#### How to complete this task
Exactly the lines below from the one with "ctx.fillRect(370, 219, 879, 761);" up to and including the one with "943, 777, 256, 145);" make up the answer, with nothing else added.

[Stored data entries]
---------------
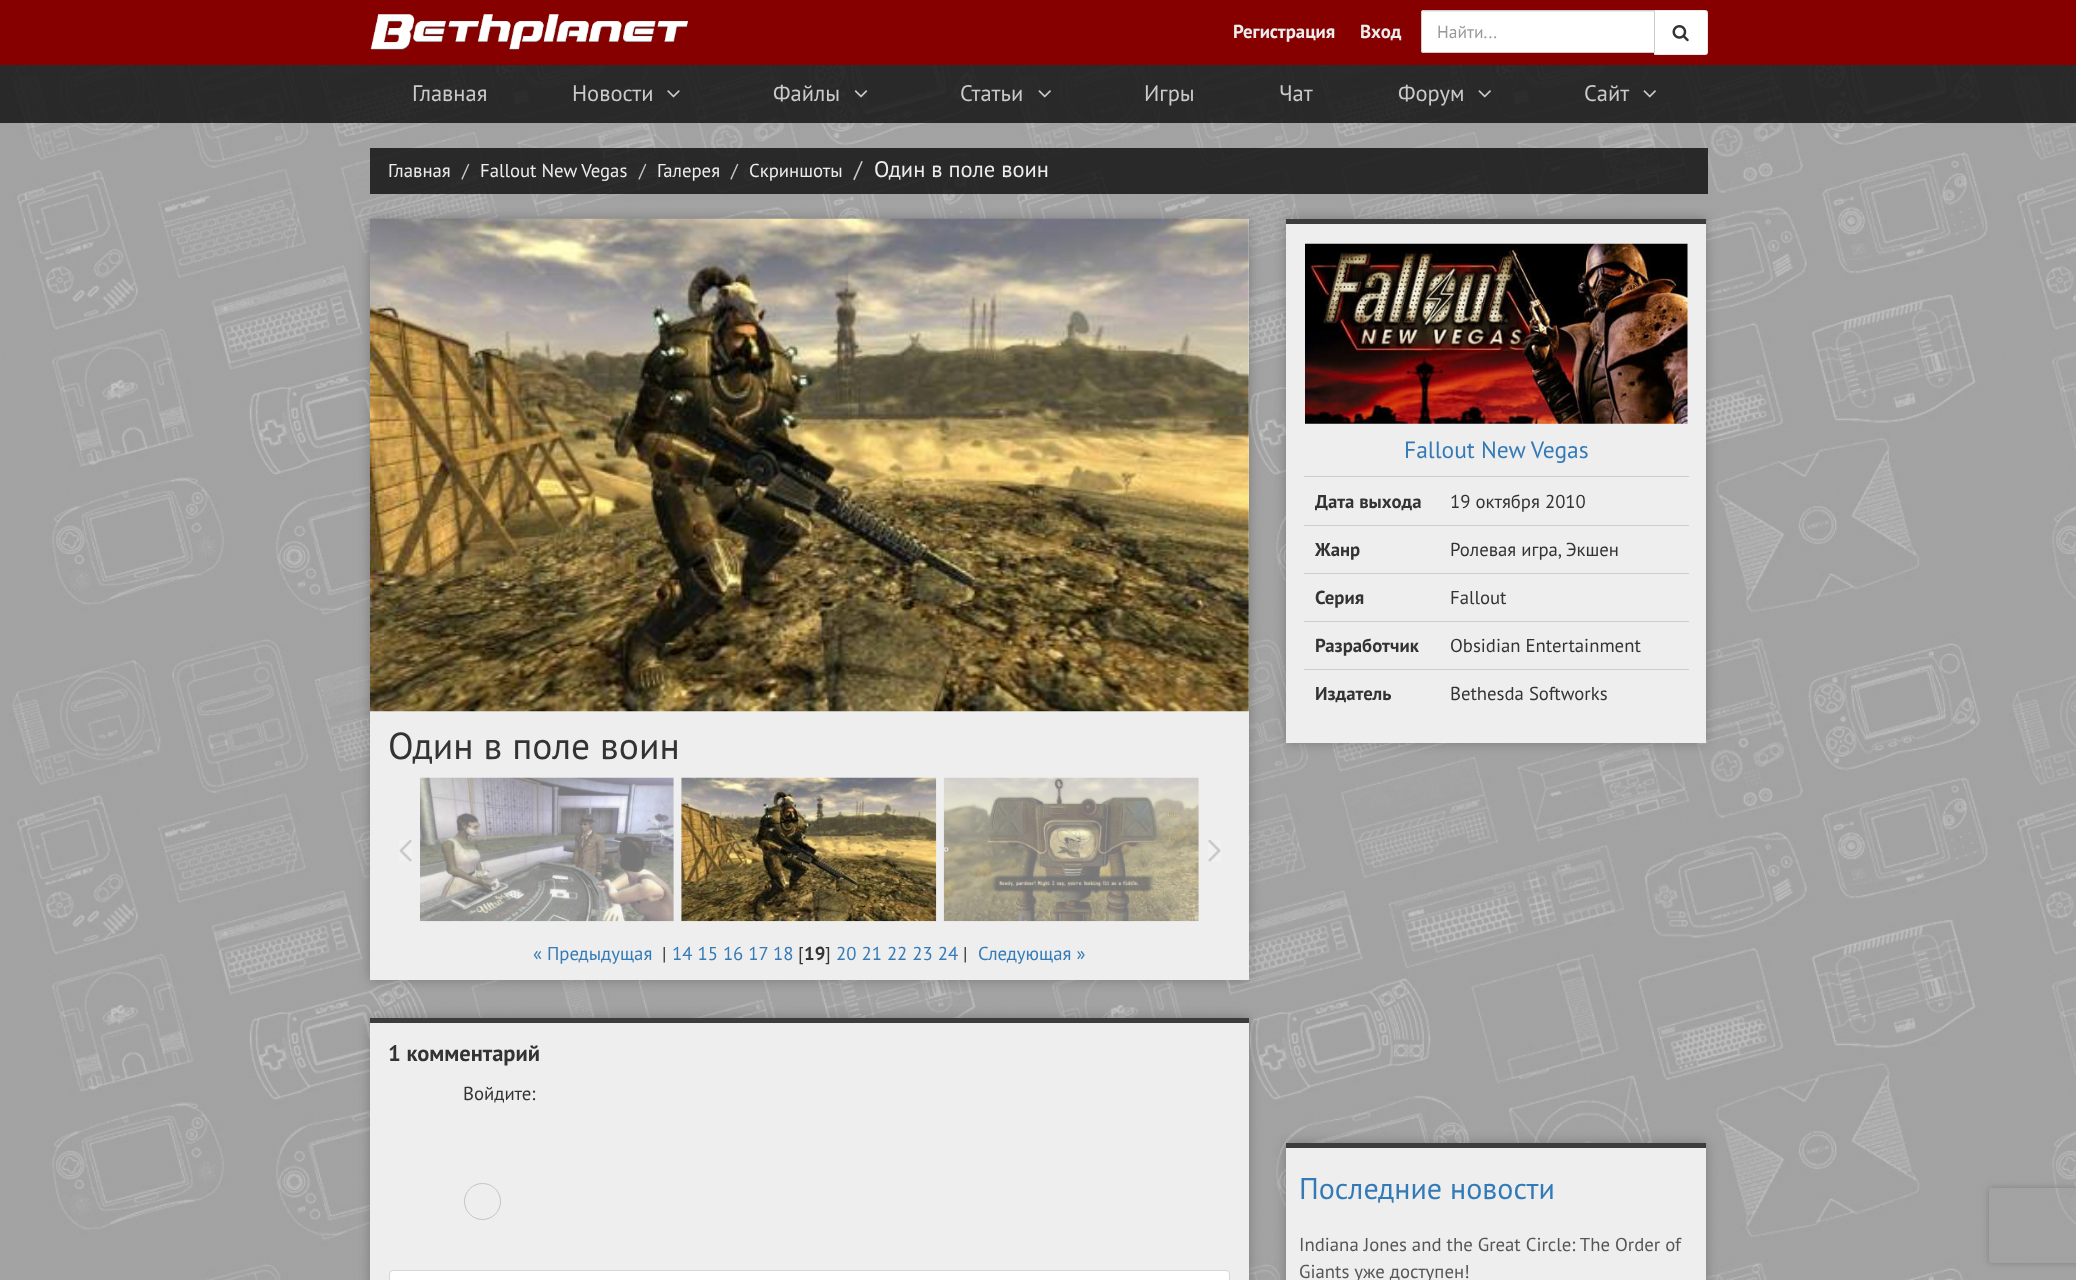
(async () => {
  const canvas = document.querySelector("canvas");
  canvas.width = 2076;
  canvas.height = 1280;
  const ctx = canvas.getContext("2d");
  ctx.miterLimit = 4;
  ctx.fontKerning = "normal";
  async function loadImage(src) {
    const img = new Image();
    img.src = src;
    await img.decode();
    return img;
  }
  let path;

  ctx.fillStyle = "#ffffff";
  ctx.fillRect(0, 0, 2076, 1280);
  ctx.drawImage(await loadImage("img/1.png"), 0, 65, 2076, 1215);
  ctx.fillStyle = "#860000";
  ctx.fillRect(0, 0, 2076, 65);
  ctx.drawImage(await loadImage("img/2.png"), 370, 14, 318, 36);
  ctx.fillStyle = "#ffffff";
  ctx.beginPath();
  ctx.roundRect(1654.5, 10.5, 53, 44, [0, 2, 2, 0]);
  ctx.fill();
  ctx.strokeStyle = "#e5e7eb";
  ctx.stroke();
  ctx.beginPath();
  ctx.roundRect(1421, 10, 234, 43, [2.5, 0, 0, 2.5]);
  ctx.fill();
  ctx.fillStyle = "#ececec";
  path = new Path2D("M1424 12H1654V11H1424C1423 11 1423 12 1423 13Z");
  ctx.fill(path);
  ctx.beginPath();
  ctx.roundRect(1421.5, 10.5, 233, 42, [2, 0, 0, 2]);
  ctx.strokeStyle = "#cccccc";
  ctx.stroke();
  ctx.drawImage(await loadImage("img/3.png"), 1672, 25, 17, 17);
  ctx.fillStyle = "rgba(0, 0, 0, 0.75)";
  ctx.fillRect(0, 65, 2076, 58);
  ctx.drawImage(await loadImage("img/4.png"), 667, 90, 13, 8);
  ctx.drawImage(await loadImage("img/5.png"), 854, 90, 14, 8);
  ctx.drawImage(await loadImage("img/6.png"), 1038, 90, 13, 8);
  ctx.drawImage(await loadImage("img/7.png"), 1478, 90, 13, 8);
  ctx.drawImage(await loadImage("img/8.png"), 1643, 90, 13, 8);
  ctx.fillRect(370, 148, 1338, 46);
  ctx.fillStyle = "rgba(0, 0, 0, 0.25)";
  ctx.filter = "blur(6px)";
  ctx.beginPath();
  ctx.rect(370, 219, 879, 761);
  ctx.fill();
  ctx.filter = "none";
  ctx.fillStyle = "#eeeeee";
  ctx.fillRect(370, 219, 879, 761);
  ctx.drawImage(await loadImage("img/9.png"), 370, 218, 879, 494);
  ctx.drawImage(await loadImage("img/10.png"), 399, 840, 13, 22);
  ctx.drawImage(await loadImage("img/11.png"), 420, 777, 254, 145);
  ctx.drawImage(await loadImage("img/12.png"), 681, 777, 256, 145);
  ctx.drawImage(await loadImage("img/13.png"), 943, 777, 256, 145);
  ctx.drawImage(await loadImage("img/14.png"), 1208, 840, 13, 22);
  ctx.fillStyle = "rgba(0, 0, 0, 0.25)";
  ctx.filter = "blur(6px)";
  ctx.beginPath();
  ctx.rect(370, 1018, 879, 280);
  ctx.fill();
  ctx.filter = "none";
  ctx.fillStyle = "#eeeeee";
  ctx.fillRect(370, 1023, 879, 257);
  ctx.fillStyle = "#3c3c3c";
  ctx.fillRect(370, 1018, 879, 5);
  ctx.beginPath();
  ctx.arc(482.5, 1201.5, 18, 0, Math.PI * 2);
  ctx.strokeStyle = "#c4c4c4";
  ctx.stroke();
  ctx.fillStyle = "#ffffff";
  ctx.beginPath();
  ctx.roundRect(389.5, 1270.5, 840, 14, 3.5);
  ctx.fill();
  ctx.strokeStyle = "#d6d6d6";
  ctx.stroke();
  ctx.fillStyle = "rgba(0, 0, 0, 0.25)";
  ctx.filter = "blur(6px)";
  ctx.beginPath();
  ctx.rect(1286, 219, 420, 524);
  ctx.fill();
  ctx.filter = "none";
  ctx.fillStyle = "#eeeeee";
  ctx.fillRect(1286, 224, 420, 519);
  ctx.fillStyle = "#3c3c3c";
  ctx.fillRect(1286, 219, 420, 5);
  ctx.drawImage(await loadImage("img/15.png"), 1305, 243, 383, 181);
  for (const [x, y, w, h, color] of [
    [1304, 476, 385, 1, "#cccccc"],
    [1304, 525, 385, 1, "#cccccc"],
    [1304, 573, 385, 1, "#cccccc"],
    [1304, 621, 385, 1, "#cccccc"],
    [1304, 669, 385, 1, "#cccccc"],
  ]) {
    ctx.fillStyle = color;
    ctx.fillRect(x, y, w, h);
  }
  ctx.fillStyle = "rgba(0, 0, 0, 0.25)";
  ctx.filter = "blur(6px)";
  ctx.beginPath();
  ctx.rect(1286, 1143, 420, 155);
  ctx.fill();
  ctx.filter = "none";
  ctx.fillStyle = "#eeeeee";
  ctx.fillRect(1286, 1148, 420, 132);
  ctx.fillStyle = "#3c3c3c";
  ctx.fillRect(1286, 1143, 420, 5);
  ctx.save();
  path = new Path2D("M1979 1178H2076V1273H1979ZM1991.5 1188H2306.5C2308 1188 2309 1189 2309 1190.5V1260.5C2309 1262 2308 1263 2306.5 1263H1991.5C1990 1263 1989 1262 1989 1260.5V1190.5C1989 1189 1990 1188 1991.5 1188Z");
  ctx.clip(path, "evenodd");
  ctx.fillStyle = "#808080";
  ctx.filter = "blur(3px)";
  ctx.beginPath();
  ctx.roundRect(1989, 1188, 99, 75, 2.5);
  ctx.fill();
  ctx.filter = "none";
  ctx.restore();
  ctx.font = "bold 18.75px PT Sans";
  ctx.fillStyle = "#ededed";
  ctx.fillText("Регистрация", 1233, 38);
  ctx.fillText("Вход", 1360, 38);
  ctx.font = "17.5px PT Sans";
  ctx.fillStyle = "#999999";
  ctx.fillText("Найти...", 1437, 38);
  ctx.font = "22.5px PT Sans";
  ctx.fillStyle = "#cacaca";
  for (const [text, x, y] of [
    ["Главная", 412, 101],
    ["Новости", 572, 101],
    ["Файлы", 773, 101],
    ["Статьи", 960, 101],
    ["Игры", 1144, 101],
    ["Чат", 1279, 101],
    ["Форум", 1398, 101],
    ["Сайт", 1584, 101],
  ]) {
    ctx.fillText(text, x, y);
  }
  ctx.font = "18.75px PT Sans";
  ctx.fillStyle = "#ededed";
  ctx.fillText("Главная", 388, 177);
  ctx.fillStyle = "#cacaca";
  ctx.fillText("/", 462, 177);
  ctx.fillStyle = "#ededed";
  ctx.fillText("Fallout New Vegas", 480, 177);
  ctx.fillStyle = "#cacaca";
  ctx.fillText("/", 639, 177);
  ctx.fillStyle = "#ededed";
  ctx.fillText("Галерея", 657, 177);
  ctx.fillStyle = "#cacaca";
  ctx.fillText("/", 731, 177);
  ctx.fillStyle = "#ededed";
  ctx.fillText("Скриншоты", 749, 177);
  ctx.font = "22.5px PT Sans";
  ctx.fillStyle = "#cacaca";
  ctx.fillText("/", 854, 177);
  ctx.fillStyle = "#ededed";
  ctx.fillText("Один в поле воин", 874, 177);
  ctx.font = "37.5px PT Sans";
  ctx.fillStyle = "#333333";
  ctx.fillText("Один в поле воин", 388, 759);
  ctx.font = "18.75px PT Sans";
  ctx.fillStyle = "#337ab7";
  ctx.fillText("« Предыдущая", 533, 960);
  ctx.fillStyle = "#333333";
  ctx.fillText("|", 662, 960);
  ctx.fillStyle = "#337ab7";
  ctx.fillText("14 15 16 17", 672, 960);
  ctx.fillText("18", 773, 960);
  ctx.fillStyle = "#333333";
  ctx.fillText("[", 798, 960);
  ctx.font = "bold 18.75px PT Sans";
  ctx.fillText("19", 804, 960);
  ctx.font = "18.75px PT Sans";
  ctx.fillText("]", 825, 960);
  ctx.fillStyle = "#337ab7";
  ctx.fillText("20 21 22 23 24", 836, 960);
  ctx.fillStyle = "#333333";
  ctx.fillText("|", 963, 960);
  ctx.fillStyle = "#337ab7";
  ctx.fillText("Следующая »", 978, 960);
  ctx.font = "bold 22.5px PT Sans";
  ctx.fillStyle = "#333333";
  ctx.fillText("1 комментарий", 388, 1061);
  ctx.font = "18.75px PT Sans";
  ctx.fillText("Войдите:", 463, 1100);
  ctx.font = "23.5px PT Sans";
  ctx.fillStyle = "#337ab7";
  ctx.fillText("Fallout New Vegas", 1404, 458);
  ctx.font = "bold 18.75px PT Sans";
  ctx.fillStyle = "#333333";
  ctx.fillText("Дата выхода", 1315, 508);
  ctx.font = "18.75px PT Sans";
  ctx.fillText("19 октября 2010", 1450, 508);
  ctx.font = "bold 18.75px PT Sans";
  ctx.fillText("Жанр", 1315, 556);
  ctx.font = "18.75px PT Sans";
  ctx.fillText("Ролевая игра, Экшен", 1450, 556);
  ctx.font = "bold 18.75px PT Sans";
  ctx.fillText("Серия", 1315, 604);
  ctx.font = "18.75px PT Sans";
  ctx.fillText("Fallout", 1450, 604);
  ctx.font = "bold 18.75px PT Sans";
  ctx.fillText("Разработчик", 1315, 652);
  ctx.font = "18.75px PT Sans";
  ctx.fillText("Obsidian Entertainment", 1450, 652);
  ctx.font = "bold 18.75px PT Sans";
  ctx.fillText("Издатель", 1315, 700);
  ctx.font = "18.75px PT Sans";
  ctx.fillText("Bethesda Softworks", 1450, 700);
  ctx.font = "30px PT Sans";
  ctx.fillStyle = "#337ab7";
  ctx.fillText("Последние новости", 1299, 1199);
  ctx.font = "18.75px PT Sans";
  ctx.fillStyle = "#555555";
  ctx.fillText("Indiana Jones and the Great Circle: The Order of", 1299, 1251);
  ctx.fillText("Giants уже доступен!", 1299, 1278);
})();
---------------
#### Solution to this task
  ctx.fillRect(370, 219, 879, 761);
  ctx.drawImage(await loadImage("img/9.png"), 370, 218, 879, 494);
  ctx.drawImage(await loadImage("img/10.png"), 399, 840, 13, 22);
  ctx.drawImage(await loadImage("img/11.png"), 420, 777, 254, 145);
  ctx.drawImage(await loadImage("img/12.png"), 681, 777, 256, 145);
  ctx.drawImage(await loadImage("img/13.png"), 943, 777, 256, 145);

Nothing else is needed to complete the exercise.